Ardından ilgimizi daha da yoğunlaştırdığımızda ise gördük ki Yalova'da
depremden ders alınması bir yana, ''bilimselliğin'' tam tersi egemen olmuş
durumda.
Çok bilen, çok yanılır
Onca büyük yıkımlara ve felakete neden olan ''yüksek yapı hırsı'' kenti
yönetenleri yeniden tutsak alırken buna en fazla karşı çıkması gereken
mühendislerin ve mimarların bile çoğunda ''suskunluk'' gözleniyor.

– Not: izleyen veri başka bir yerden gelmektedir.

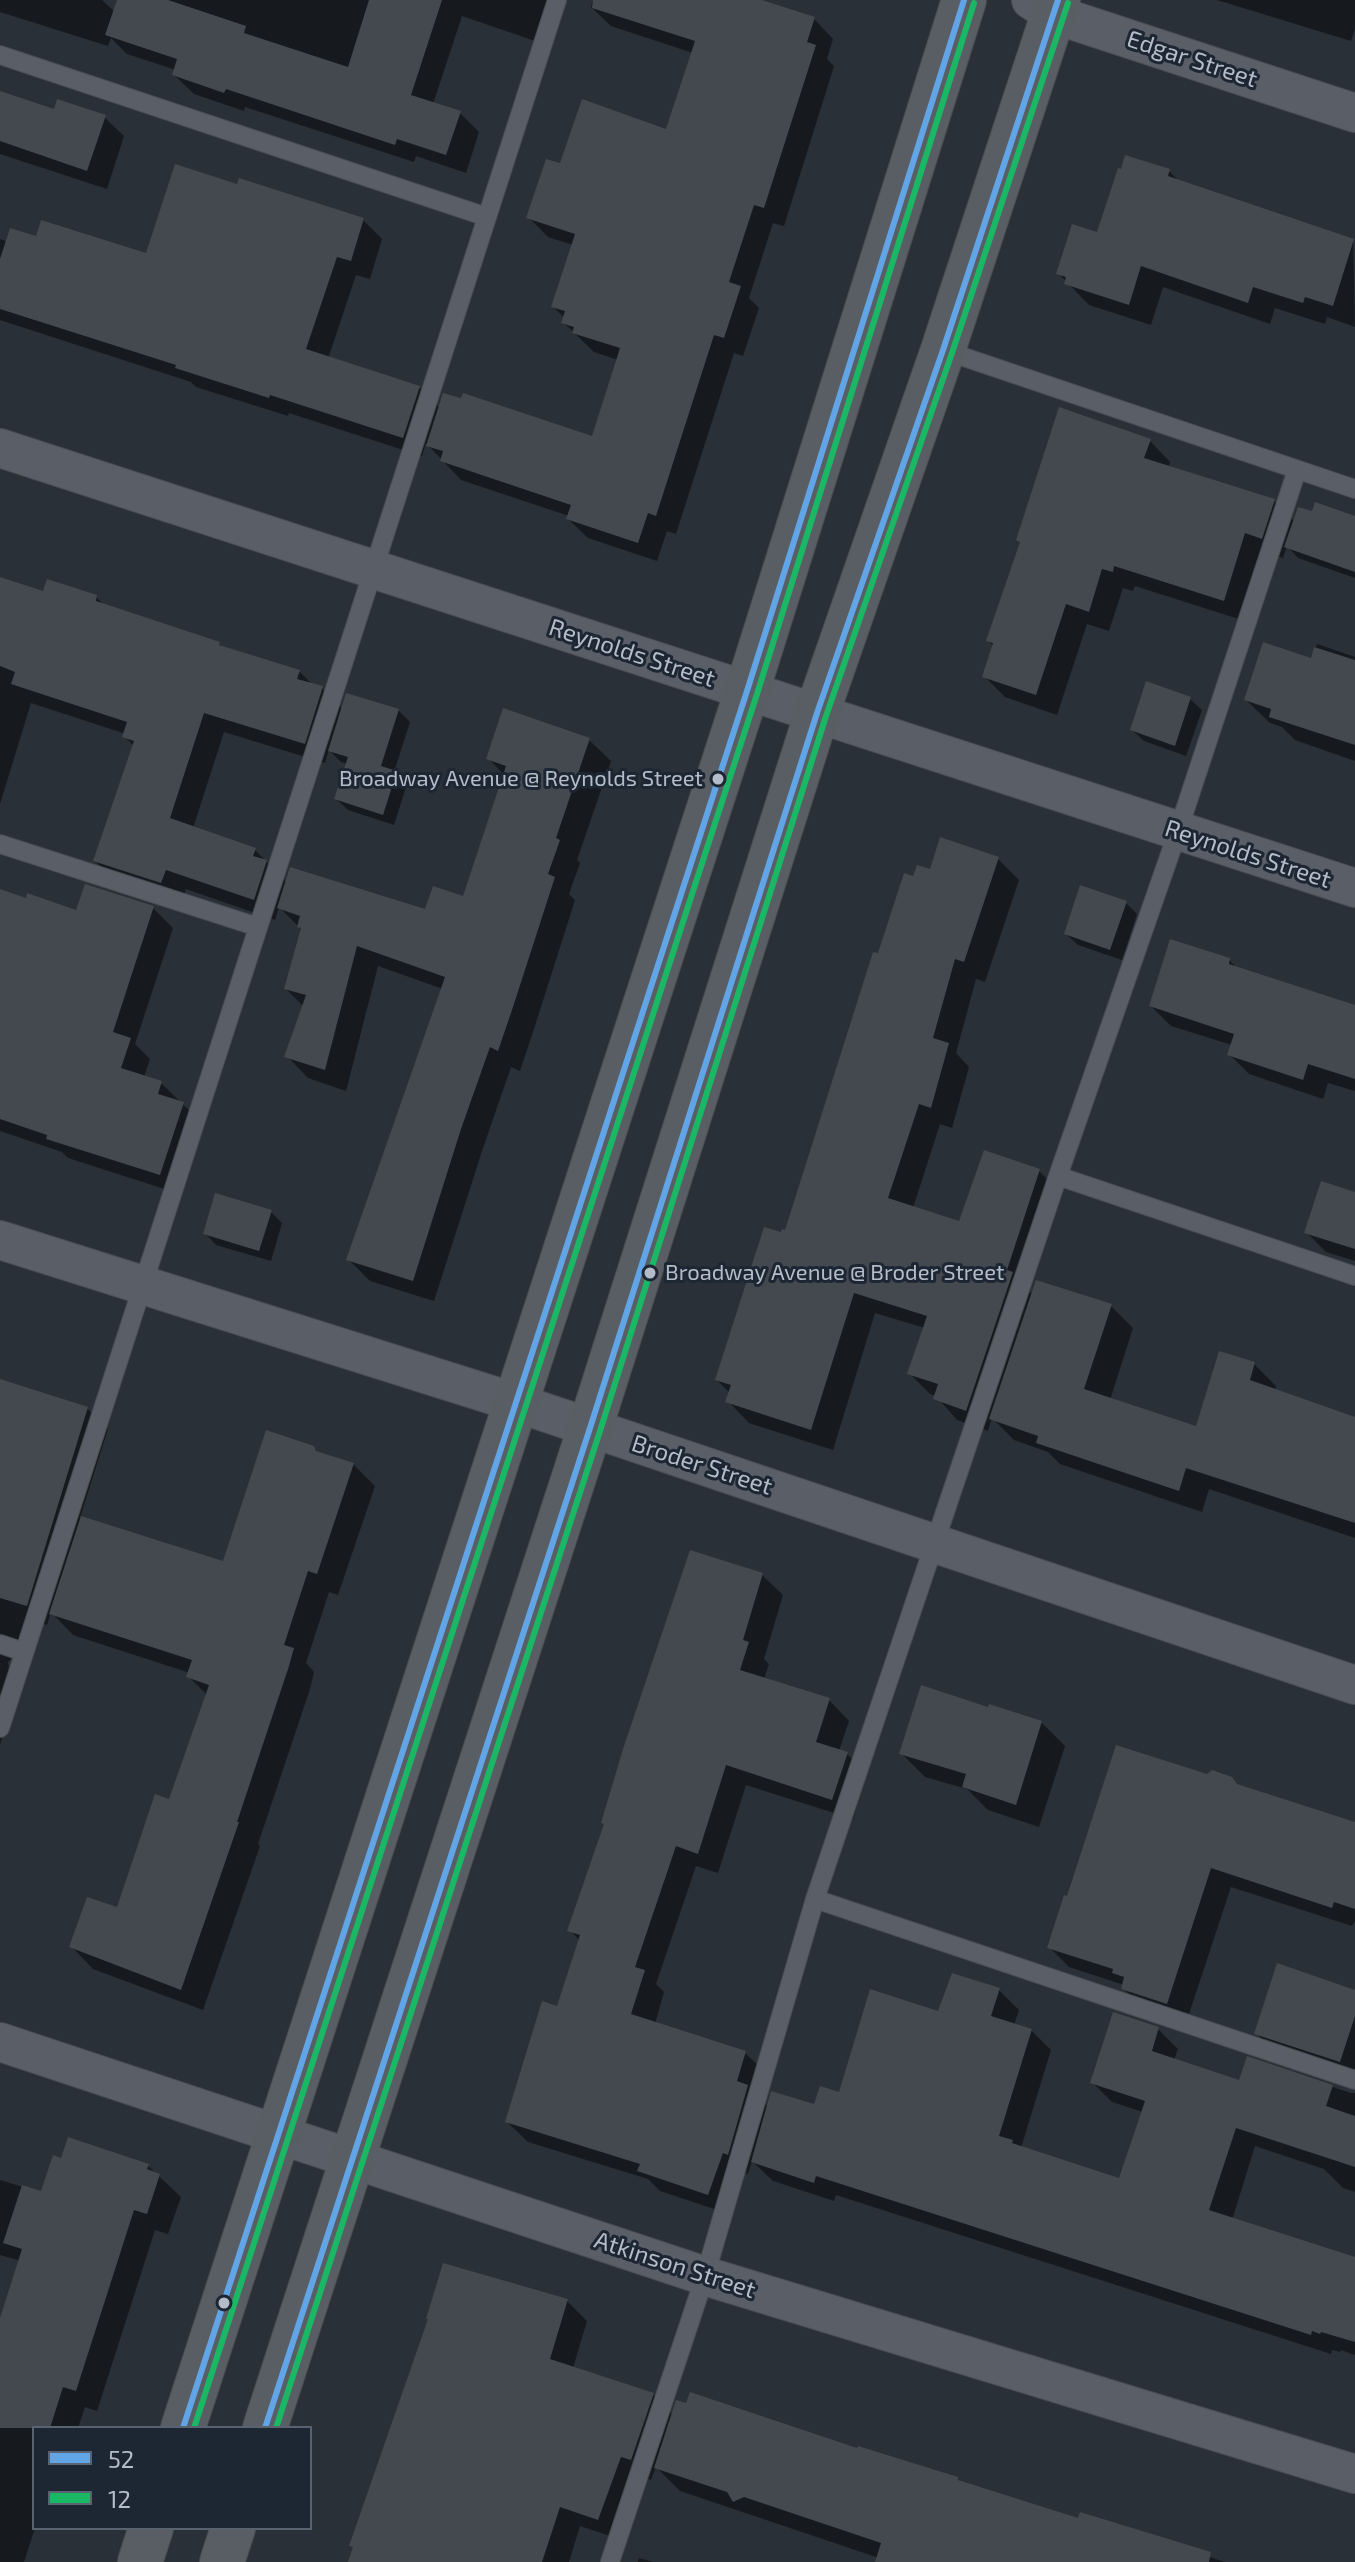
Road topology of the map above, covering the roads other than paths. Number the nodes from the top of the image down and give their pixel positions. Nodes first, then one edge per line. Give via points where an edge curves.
1 (557, 0) edge
2 (964, 0) edge
3 (1047, 5) edge
4 (0, 55) edge
5 (1355, 113) edge
6 (487, 217) junction
7 (943, 350) junction
8 (0, 448) edge
9 (1297, 470) junction
10 (1355, 489) edge
11 (373, 569) junction
12 (747, 691) junction
13 (817, 713) junction
14 (1178, 831) junction
15 (0, 844) edge
16 (1355, 888) edge
17 (258, 927) junction
18 (1058, 1176) junction
19 (0, 1240) edge
20 (1355, 1276) edge
21 (142, 1287) junction
22 (514, 1402) junction
23 (590, 1428) junction
24 (934, 1543) junction
25 (0, 1644) edge
26 (24, 1652) junction
27 (1355, 1685) edge
28 (0, 1728) edge
29 (815, 1899) junction
30 (0, 2042) edge
31 (1355, 2080) edge
32 (278, 2135) junction
33 (350, 2159) junction
34 (705, 2276) junction
35 (184, 2426) edge
36 (266, 2426) edge
37 (1355, 2474) edge
38 (150, 2530) edge
39 (232, 2530) edge
40 (140, 2562) edge
41 (222, 2562) edge
42 (610, 2562) edge

1 - 6 lane
2 - 12 street
3 - 5 street, Edgar Street
3 - 7 street
4 - 6 lane
6 - 11 lane
7 - 9 lane
7 - 13 street
8 - 11 street, Reynolds Street
9 - 10 lane
9 - 14 lane
11 - 12 street, Reynolds Street
11 - 17 lane
12 - 13 street, Reynolds Street
12 - 22 street
13 - 14 street, Reynolds Street
13 - 23 street
14 - 16 street, Reynolds Street
14 - 18 lane
15 - 17 lane
17 - 21 lane
18 - 20 lane
18 - 24 lane
19 - 21 street, Broder Street
21 - 22 street, Broder Street
21 - 26 lane
22 - 23 street, Broder Street
22 - 32 street
23 - 24 street, Broder Street
23 - 33 street
24 - 27 street, Broder Street
24 - 29 lane
25 - 26 lane
26 - 28 lane
29 - 31 lane
29 - 34 lane
30 - 32 street, Atkinson Street
32 - 33 street, Atkinson Street
32 - 35 street
33 - 34 street, Atkinson Street
33 - 36 street
34 - 37 street, Atkinson Street
34 - 42 lane
38 - 40 street
39 - 41 street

Dahası, İnşaat Mühendisleri Odası temsilcileri ''her zemine mühendislik
kurallarıyla istenilen yükseklikte yapı yapılır'' buyurarak aynı karara destek
bile olabiliyorlar.
Oysa çağdaş dünyada bilimsellik; ''bilimi, uygulanma koşullarını gözeterek,
toplumla birlikte yaşama geçirme'' yi öngörüyor. Yani, uzman kadroların tekniği
bilmeleri yetmiyor, toplumsal düzenin de aynı uzmanlıklara bağlılığı içermesi ve
tekniği ödünsüz gözetmesi gerekiyor.
Bu nedenle kaçak, denetimsiz ve kurallara aykırı yapılaşmanın ''genel
durumu'' belirlediği bir ortamda, böylesi ''bilişim'' ci sözlerin topluma ve
bilime değil, rant çevreleri ile ''cehalet'' e hizmet ettiğini, birilerinin şu
Yalovalı ''çok bilen'' mühendislere de öğretme zamanı geçiyor.
TOKİ, 'Ölüm Ovası'nda!..
Ya aynı aymazlığın ''Toplu Konut İdaresi'' (TOKİ) gibi imar ve inşaat
konusundaki deneyimli bir kurumu bile sarmalamasına ne demeli? Yine 1999
depreminde en çok zarar veren yıkımların gerçekleştiği ve halk arasında adı
''Ölüm Ovası'' na dönüşen Hacımehmet Ovası 'nda, TOKİ ile belediyenin ortak
projesi olarak tam 1000 evlik bir ''toplu konut sitesi'' gerçekleştirilecek.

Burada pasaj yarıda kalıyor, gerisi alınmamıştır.